Work begins on image quality standardization


A multisociety effort is under way to define what constitutes image quality from a clinical perspective.

A multisociety effort is under way to define what constitutes image quality from a clinical perspective.

The American College of Radiology, the Society for Computer Applications in Radiology, the RSNA, and the American Association of Physicists in Medicine are collaborating to determine achievable standards in image quality, according to SCAR chair Dr. J. Anthony Seibert.

The groups will work with manufacturers, regulators, and users to form a panel of experts to discuss the topic. They plan to publish a white paper and request feedback on it within the next three to five months, he said.

The goal is to create consistent high-quality digital image presentations. Problems persist in this area despite efforts such as the DICOM gray-scale standard display function.

Inconsistent image presentation can particularly affect emerging areas such as digital mammography, said Dr. Margarita Zuley, a breast imager at the Elizabeth Wende Breast Clinic in Rochester, NY.

Zuley detailed the ways in which digital mammography has introduced variability into the image quality arena.

"With screen-film mammography, I know exactly what I can and what I can't do," Zuley said.

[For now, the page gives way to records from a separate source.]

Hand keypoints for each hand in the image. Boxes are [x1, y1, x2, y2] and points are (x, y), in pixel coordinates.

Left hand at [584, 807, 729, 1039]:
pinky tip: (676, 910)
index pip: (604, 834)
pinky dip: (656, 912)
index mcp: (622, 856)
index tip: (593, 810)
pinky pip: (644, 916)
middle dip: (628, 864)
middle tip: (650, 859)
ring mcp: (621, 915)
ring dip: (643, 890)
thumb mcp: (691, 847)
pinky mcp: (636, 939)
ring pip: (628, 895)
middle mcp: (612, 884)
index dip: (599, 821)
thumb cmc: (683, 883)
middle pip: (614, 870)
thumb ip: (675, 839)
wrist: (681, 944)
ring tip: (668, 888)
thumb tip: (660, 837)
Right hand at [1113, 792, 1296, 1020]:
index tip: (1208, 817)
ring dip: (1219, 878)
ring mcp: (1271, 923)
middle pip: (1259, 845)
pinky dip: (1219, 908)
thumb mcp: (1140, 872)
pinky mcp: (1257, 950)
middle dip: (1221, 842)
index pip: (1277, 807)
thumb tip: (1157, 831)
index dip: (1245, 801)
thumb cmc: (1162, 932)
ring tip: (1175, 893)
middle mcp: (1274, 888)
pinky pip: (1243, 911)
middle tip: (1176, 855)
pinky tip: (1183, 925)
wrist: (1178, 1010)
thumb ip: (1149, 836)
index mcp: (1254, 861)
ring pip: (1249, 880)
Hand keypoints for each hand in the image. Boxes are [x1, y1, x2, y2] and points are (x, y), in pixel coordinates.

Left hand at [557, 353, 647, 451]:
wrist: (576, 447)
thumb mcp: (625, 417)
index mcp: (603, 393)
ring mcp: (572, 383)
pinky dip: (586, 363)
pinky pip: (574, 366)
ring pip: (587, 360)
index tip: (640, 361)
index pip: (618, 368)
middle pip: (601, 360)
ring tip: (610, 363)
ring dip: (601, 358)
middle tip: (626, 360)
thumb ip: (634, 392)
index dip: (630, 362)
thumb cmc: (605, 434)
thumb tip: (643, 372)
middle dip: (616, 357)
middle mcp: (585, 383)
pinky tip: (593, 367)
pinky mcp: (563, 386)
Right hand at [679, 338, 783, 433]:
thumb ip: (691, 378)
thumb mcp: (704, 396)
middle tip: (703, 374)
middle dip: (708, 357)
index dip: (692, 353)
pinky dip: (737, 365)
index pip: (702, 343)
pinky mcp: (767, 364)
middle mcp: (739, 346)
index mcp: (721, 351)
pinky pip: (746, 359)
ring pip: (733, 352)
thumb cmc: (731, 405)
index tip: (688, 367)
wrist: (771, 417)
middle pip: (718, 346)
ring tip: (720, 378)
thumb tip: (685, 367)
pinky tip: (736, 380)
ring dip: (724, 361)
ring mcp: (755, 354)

Digital mammography, however, involves a host of new variables, including processing algorithms, soft-copy workstations, and display monitors that can affect image quality in different ways.

"We still don't know how all of these variables interact in terms of image quality," she said.

Whereas a screen-film mammogram that is produced in one facility can be transferred easily and with full image integrity to another, digital mammograms can be site- and vendor-specific. They may not be transferable to another facility with a different vendor's soft-copy workstation and PACS.

"The effect that these technical parameters and processes have on the final image quality is not completely known from a clinical perspective," Zuley said. "We really need further refinement and standards for many aspects of the imaging chain."